Most matches consist of three contestants, although some variants feature three teams of two people each. Contestants in control spin the wheel to determine a dollar value, then guess a consonant. (Note: If a contestant cannot spin the wheel due to a physical limitation or disability, they are accompanied by a "designated spinner", a friend or family member who spins for them but is otherwise not involved in the game.) Landing on a dollar amount and calling a correct consonant results in the co-host revealing every instance of that letter, and awards the value of the spin multiplied by the number of times the letter appears in the puzzle. After a correct consonant, a contestant may choose to spin again, buy a vowel for a flat rate of $250 (until no more remain in the puzzle), or attempt to solve the puzzle. Control passes to the next contestant clockwise if the contestant lands on Lose a Turn or Bankrupt, calls a letter not in the puzzle, calls a letter already called in that round, attempts unsuccessfully to solve the puzzle, or takes too much time to call a letter or decide on their next action.

===Toss-ups===
Each game also features a series of "toss-up" puzzles, in which one random letter is revealed at a time; the first contestant to ring in with the right answer wins cash. Prior to 2019, the show featured three toss-ups (the third of which was worth $3,000) and, from 2019 to 2026, the show featured five toss-ups; the first, worth $1,000, determined the order of the pre-game interviews conducted by the host. The second, worth $2,000, determined who spun first in round one. The third through fifth, collectively the "triple toss-up", took place prior to the fourth round. Three puzzles, each with the same category and a common theme, are played consecutively. Solving any awards $2,000, for a total of $6,000, while solving the third also earns the right to start the fourth round.
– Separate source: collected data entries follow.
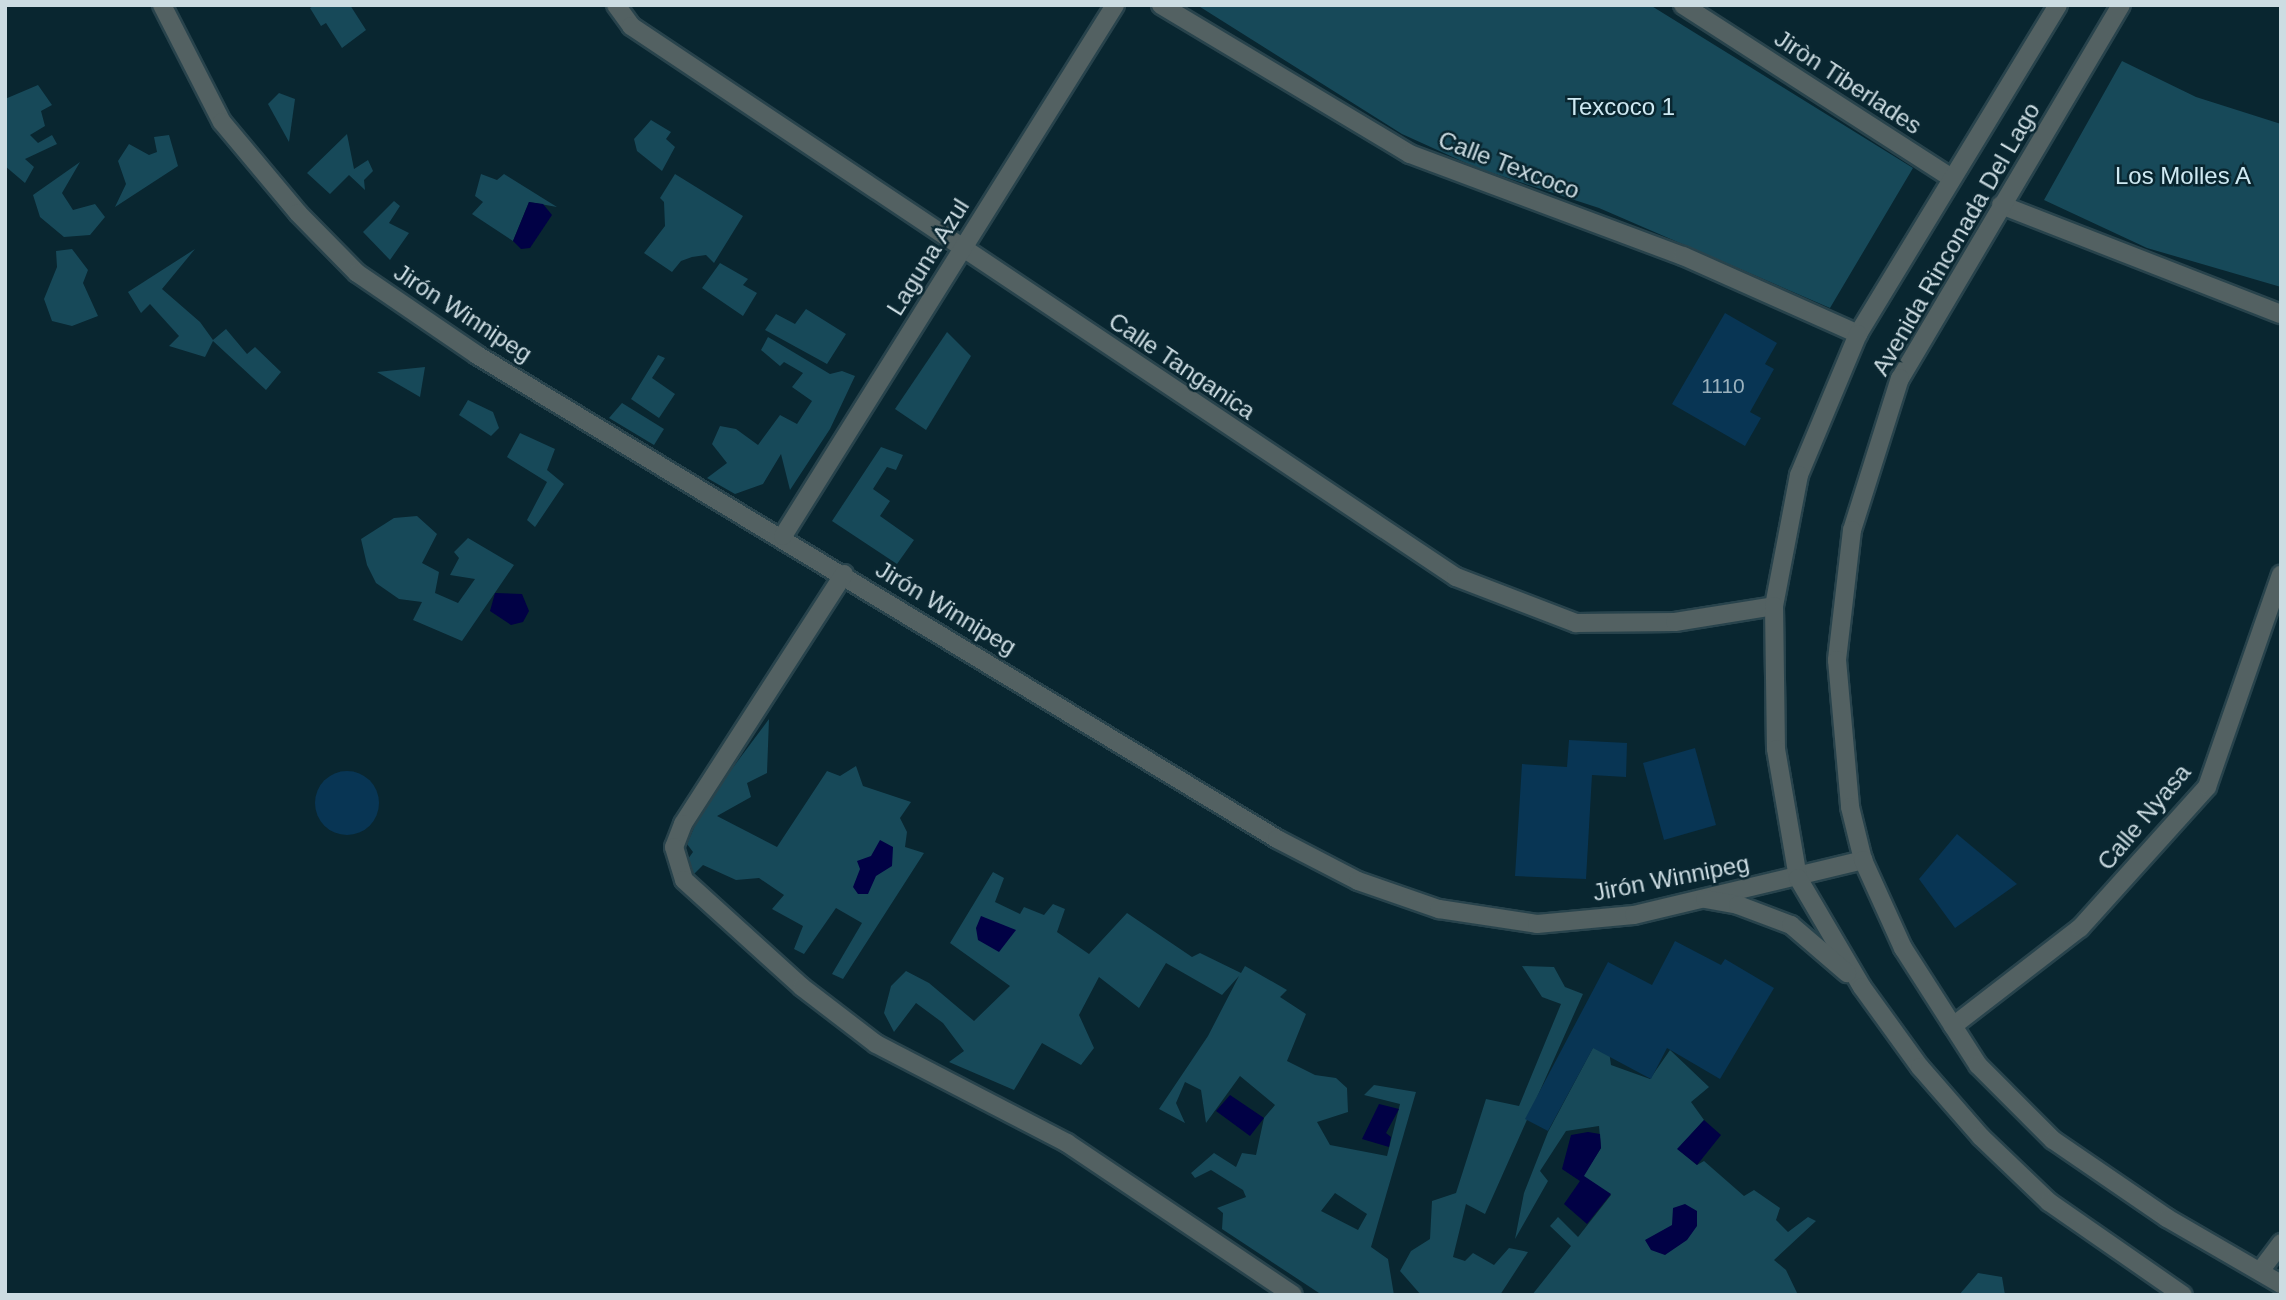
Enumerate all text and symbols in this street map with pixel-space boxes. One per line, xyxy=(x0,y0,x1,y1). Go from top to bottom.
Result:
street label: Jiròn Tiberlades xyxy=(1769,24,1927,140)
park label: Texcoco 1 xyxy=(1567,93,1675,121)
street label: Avenida Rinconada Del Lago xyxy=(1866,97,2046,381)
street label: Calle Texcoco xyxy=(1434,125,1584,205)
park label: Los Molles A xyxy=(2114,162,2252,190)
street label: Laguna Azul xyxy=(880,193,976,321)
street label: Jirón Winnipeg xyxy=(389,258,537,368)
street label: Calle Tanganica xyxy=(1103,306,1261,426)
house number: 1110 xyxy=(1701,373,1745,399)
street label: Jirón Winnipeg xyxy=(871,555,1021,661)
street label: Calle Nyasa xyxy=(2091,758,2197,876)
street label: Jirón Winnipeg xyxy=(1590,849,1752,907)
Beginning in 2021, an additional $4,000 is awarded for a total of $10,000 if the same contestant solves all three. Contestants may ring in only once for each puzzle, and no cash is awarded if all three fail to solve, or if the last letter in the puzzle is revealed; if this occurs, then the contestant closest to the host controls the next portion of the game. In addition to the toss-ups, each game has a minimum of four rounds, with more played if time permits. Rounds 2 and 3 are started respectively by the next two contestants clockwise from the contestant who began round 1.

====Fortune Frenzy====
Starting with the show's 44th season in 2026, the $1,000 and $2,000 toss-ups are replaced by a single, faster-paced "Fortune Frenzy" round, in which contestants have 30 seconds to solve as many toss-ups as possible in a single category, each worth $1,000; the last person to solve one starts Round 1. If the contestant buzzes in and gives an incorrect solution on a puzzle, or if no one buzzes in before the last letter is revealed, a new one is immediately played. The contestant interviews occur once Round 1 has been completed.

===Rounds 1–3===
In the first three rounds, the wheel also contains a Wild Card over a selected wedge. If this is claimed by calling a correct letter, the contestant may use it after a correct consonant to call a second consonant for the same value as the present spin, or take it to the bonus round. There is also a special wedge which offers a pre-determined prize, typically a trip or credit to a company. Both also offer $500 per correct letter. The first three rounds also contain a special wedge known as the "Million Dollar Wedge", which, if won and taken to the bonus round, offers an opportunity to play for $1,000,000. A contestant must solve the puzzle in order to keep any cash, prizes, or extras accumulated during that round except for the Wild Card. Bankrupt does not affect score from previous rounds or prizes from previous rounds, but it takes away the Wild Card and/or the Million Dollar Wedge if either was claimed in a previous round. Contestants who solve a round for less than $1,000 in cash and prizes ($2,000 on weeks with two-contestant teams) have their scores increased to that amount.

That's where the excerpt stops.